PROBLEM DESCRIPTION:
Line by line, give the data again exactly as it appears.

DATA UNDER STUDY:

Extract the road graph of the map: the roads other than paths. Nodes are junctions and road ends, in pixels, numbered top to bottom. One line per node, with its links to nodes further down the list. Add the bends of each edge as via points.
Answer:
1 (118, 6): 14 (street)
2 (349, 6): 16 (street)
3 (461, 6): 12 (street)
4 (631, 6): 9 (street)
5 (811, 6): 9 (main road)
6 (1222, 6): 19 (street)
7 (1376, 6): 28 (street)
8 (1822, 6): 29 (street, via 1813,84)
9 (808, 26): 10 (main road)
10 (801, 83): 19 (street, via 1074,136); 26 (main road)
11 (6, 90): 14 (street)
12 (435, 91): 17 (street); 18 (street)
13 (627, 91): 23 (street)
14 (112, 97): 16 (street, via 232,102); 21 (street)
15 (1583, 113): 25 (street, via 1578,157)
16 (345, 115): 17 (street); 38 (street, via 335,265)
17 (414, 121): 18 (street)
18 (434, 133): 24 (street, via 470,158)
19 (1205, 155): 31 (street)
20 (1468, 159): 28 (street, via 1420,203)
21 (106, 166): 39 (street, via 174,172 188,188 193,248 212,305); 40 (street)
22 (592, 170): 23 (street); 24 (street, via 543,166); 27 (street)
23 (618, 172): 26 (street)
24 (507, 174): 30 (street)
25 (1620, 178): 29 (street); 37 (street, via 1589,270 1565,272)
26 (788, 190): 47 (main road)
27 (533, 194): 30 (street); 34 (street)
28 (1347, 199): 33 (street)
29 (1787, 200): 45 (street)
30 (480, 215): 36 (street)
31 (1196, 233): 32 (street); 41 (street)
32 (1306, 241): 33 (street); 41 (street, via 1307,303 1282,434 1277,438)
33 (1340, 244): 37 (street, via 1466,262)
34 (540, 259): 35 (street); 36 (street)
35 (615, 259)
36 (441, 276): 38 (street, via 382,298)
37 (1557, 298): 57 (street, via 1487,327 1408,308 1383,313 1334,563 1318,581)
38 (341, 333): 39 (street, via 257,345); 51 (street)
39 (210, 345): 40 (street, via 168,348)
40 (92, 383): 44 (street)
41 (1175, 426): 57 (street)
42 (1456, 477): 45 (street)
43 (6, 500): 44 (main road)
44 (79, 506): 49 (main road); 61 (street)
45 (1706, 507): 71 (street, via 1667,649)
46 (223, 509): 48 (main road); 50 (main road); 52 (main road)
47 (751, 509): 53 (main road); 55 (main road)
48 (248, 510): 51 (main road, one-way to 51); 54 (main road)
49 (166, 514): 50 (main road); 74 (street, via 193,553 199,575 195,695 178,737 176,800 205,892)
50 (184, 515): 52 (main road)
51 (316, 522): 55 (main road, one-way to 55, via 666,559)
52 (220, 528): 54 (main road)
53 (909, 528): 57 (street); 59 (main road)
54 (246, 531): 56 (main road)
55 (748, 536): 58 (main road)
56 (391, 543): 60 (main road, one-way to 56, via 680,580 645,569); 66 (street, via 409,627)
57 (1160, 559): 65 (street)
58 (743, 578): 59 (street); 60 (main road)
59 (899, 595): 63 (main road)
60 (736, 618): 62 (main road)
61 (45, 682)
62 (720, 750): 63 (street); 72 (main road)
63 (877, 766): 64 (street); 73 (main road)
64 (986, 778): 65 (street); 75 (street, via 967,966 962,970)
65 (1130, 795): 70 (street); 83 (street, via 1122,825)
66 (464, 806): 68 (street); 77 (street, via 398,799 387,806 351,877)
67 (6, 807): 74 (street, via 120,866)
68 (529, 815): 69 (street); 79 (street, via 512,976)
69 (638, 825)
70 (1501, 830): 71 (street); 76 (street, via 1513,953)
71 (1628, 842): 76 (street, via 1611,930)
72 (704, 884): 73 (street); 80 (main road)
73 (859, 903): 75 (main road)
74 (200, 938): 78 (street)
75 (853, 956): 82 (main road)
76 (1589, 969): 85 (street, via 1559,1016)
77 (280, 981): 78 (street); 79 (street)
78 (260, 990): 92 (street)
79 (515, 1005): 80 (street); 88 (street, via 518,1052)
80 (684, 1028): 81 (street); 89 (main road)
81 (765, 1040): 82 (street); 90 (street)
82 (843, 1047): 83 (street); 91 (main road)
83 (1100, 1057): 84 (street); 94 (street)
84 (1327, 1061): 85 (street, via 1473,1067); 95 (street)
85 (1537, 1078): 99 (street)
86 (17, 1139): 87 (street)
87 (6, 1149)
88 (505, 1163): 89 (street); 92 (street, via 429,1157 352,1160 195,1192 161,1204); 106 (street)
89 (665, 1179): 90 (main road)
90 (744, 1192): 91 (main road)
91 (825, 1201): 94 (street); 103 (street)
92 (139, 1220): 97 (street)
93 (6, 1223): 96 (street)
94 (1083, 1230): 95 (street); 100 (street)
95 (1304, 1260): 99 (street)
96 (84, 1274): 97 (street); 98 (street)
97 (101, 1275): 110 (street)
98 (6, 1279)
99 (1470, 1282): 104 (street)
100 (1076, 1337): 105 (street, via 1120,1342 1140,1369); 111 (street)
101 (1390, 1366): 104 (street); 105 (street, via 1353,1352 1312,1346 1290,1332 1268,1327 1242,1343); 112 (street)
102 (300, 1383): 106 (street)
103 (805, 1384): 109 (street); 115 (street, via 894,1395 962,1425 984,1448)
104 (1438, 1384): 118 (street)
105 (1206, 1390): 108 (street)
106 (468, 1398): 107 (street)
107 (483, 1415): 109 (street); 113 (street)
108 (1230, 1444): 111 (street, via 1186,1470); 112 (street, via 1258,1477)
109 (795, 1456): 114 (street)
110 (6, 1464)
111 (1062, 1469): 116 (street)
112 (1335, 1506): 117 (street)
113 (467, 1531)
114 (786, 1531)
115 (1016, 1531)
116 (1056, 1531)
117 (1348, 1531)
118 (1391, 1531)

THE COMPLETED TASK:
Extract the road graph of the map: the roads other than paths. Nodes are junctions and road ends, in pixels, numbered top to bottom. One line per node, with its links to nodes further down the list. Add the bends of each edge as via points.
Answer:
1 (118, 6): 14 (street)
2 (349, 6): 16 (street)
3 (461, 6): 12 (street)
4 (631, 6): 9 (street)
5 (811, 6): 9 (main road)
6 (1222, 6): 19 (street)
7 (1376, 6): 28 (street)
8 (1822, 6): 29 (street, via 1813,84)
9 (808, 26): 10 (main road)
10 (801, 83): 19 (street, via 1074,136); 26 (main road)
11 (6, 90): 14 (street)
12 (435, 91): 17 (street); 18 (street)
13 (627, 91): 23 (street)
14 (112, 97): 16 (street, via 232,102); 21 (street)
15 (1583, 113): 25 (street, via 1578,157)
16 (345, 115): 17 (street); 38 (street, via 335,265)
17 (414, 121): 18 (street)
18 (434, 133): 24 (street, via 470,158)
19 (1205, 155): 31 (street)
20 (1468, 159): 28 (street, via 1420,203)
21 (106, 166): 39 (street, via 174,172 188,188 193,248 212,305); 40 (street)
22 (592, 170): 23 (street); 24 (street, via 543,166); 27 (street)
23 (618, 172): 26 (street)
24 (507, 174): 30 (street)
25 (1620, 178): 29 (street); 37 (street, via 1589,270 1565,272)
26 (788, 190): 47 (main road)
27 (533, 194): 30 (street); 34 (street)
28 (1347, 199): 33 (street)
29 (1787, 200): 45 (street)
30 (480, 215): 36 (street)
31 (1196, 233): 32 (street); 41 (street)
32 (1306, 241): 33 (street); 41 (street, via 1307,303 1282,434 1277,438)
33 (1340, 244): 37 (street, via 1466,262)
34 (540, 259): 35 (street); 36 (street)
35 (615, 259)
36 (441, 276): 38 (street, via 382,298)
37 (1557, 298): 57 (street, via 1487,327 1408,308 1383,313 1334,563 1318,581)
38 (341, 333): 39 (street, via 257,345); 51 (street)
39 (210, 345): 40 (street, via 168,348)
40 (92, 383): 44 (street)
41 (1175, 426): 57 (street)
42 (1456, 477): 45 (street)
43 (6, 500): 44 (main road)
44 (79, 506): 49 (main road); 61 (street)
45 (1706, 507): 71 (street, via 1667,649)
46 (223, 509): 48 (main road); 50 (main road); 52 (main road)
47 (751, 509): 53 (main road); 55 (main road)
48 (248, 510): 51 (main road, one-way to 51); 54 (main road)
49 (166, 514): 50 (main road); 74 (street, via 193,553 199,575 195,695 178,737 176,800 205,892)
50 (184, 515): 52 (main road)
51 (316, 522): 55 (main road, one-way to 55, via 666,559)
52 (220, 528): 54 (main road)
53 (909, 528): 57 (street); 59 (main road)
54 (246, 531): 56 (main road)
55 (748, 536): 58 (main road)
56 (391, 543): 60 (main road, one-way to 56, via 680,580 645,569); 66 (street, via 409,627)
57 (1160, 559): 65 (street)
58 (743, 578): 59 (street); 60 (main road)
59 (899, 595): 63 (main road)
60 (736, 618): 62 (main road)
61 (45, 682)
62 (720, 750): 63 (street); 72 (main road)
63 (877, 766): 64 (street); 73 (main road)
64 (986, 778): 65 (street); 75 (street, via 967,966 962,970)
65 (1130, 795): 70 (street); 83 (street, via 1122,825)
66 (464, 806): 68 (street); 77 (street, via 398,799 387,806 351,877)
67 (6, 807): 74 (street, via 120,866)
68 (529, 815): 69 (street); 79 (street, via 512,976)
69 (638, 825)
70 (1501, 830): 71 (street); 76 (street, via 1513,953)
71 (1628, 842): 76 (street, via 1611,930)
72 (704, 884): 73 (street); 80 (main road)
73 (859, 903): 75 (main road)
74 (200, 938): 78 (street)
75 (853, 956): 82 (main road)
76 (1589, 969): 85 (street, via 1559,1016)
77 (280, 981): 78 (street); 79 (street)
78 (260, 990): 92 (street)
79 (515, 1005): 80 (street); 88 (street, via 518,1052)
80 (684, 1028): 81 (street); 89 (main road)
81 (765, 1040): 82 (street); 90 (street)
82 (843, 1047): 83 (street); 91 (main road)
83 (1100, 1057): 84 (street); 94 (street)
84 (1327, 1061): 85 (street, via 1473,1067); 95 (street)
85 (1537, 1078): 99 (street)
86 (17, 1139): 87 (street)
87 (6, 1149)
88 (505, 1163): 89 (street); 92 (street, via 429,1157 352,1160 195,1192 161,1204); 106 (street)
89 (665, 1179): 90 (main road)
90 (744, 1192): 91 (main road)
91 (825, 1201): 94 (street); 103 (street)
92 (139, 1220): 97 (street)
93 (6, 1223): 96 (street)
94 (1083, 1230): 95 (street); 100 (street)
95 (1304, 1260): 99 (street)
96 (84, 1274): 97 (street); 98 (street)
97 (101, 1275): 110 (street)
98 (6, 1279)
99 (1470, 1282): 104 (street)
100 (1076, 1337): 105 (street, via 1120,1342 1140,1369); 111 (street)
101 (1390, 1366): 104 (street); 105 (street, via 1353,1352 1312,1346 1290,1332 1268,1327 1242,1343); 112 (street)
102 (300, 1383): 106 (street)
103 (805, 1384): 109 (street); 115 (street, via 894,1395 962,1425 984,1448)
104 (1438, 1384): 118 (street)
105 (1206, 1390): 108 (street)
106 (468, 1398): 107 (street)
107 (483, 1415): 109 (street); 113 (street)
108 (1230, 1444): 111 (street, via 1186,1470); 112 (street, via 1258,1477)
109 (795, 1456): 114 (street)
110 (6, 1464)
111 (1062, 1469): 116 (street)
112 (1335, 1506): 117 (street)
113 (467, 1531)
114 (786, 1531)
115 (1016, 1531)
116 (1056, 1531)
117 (1348, 1531)
118 (1391, 1531)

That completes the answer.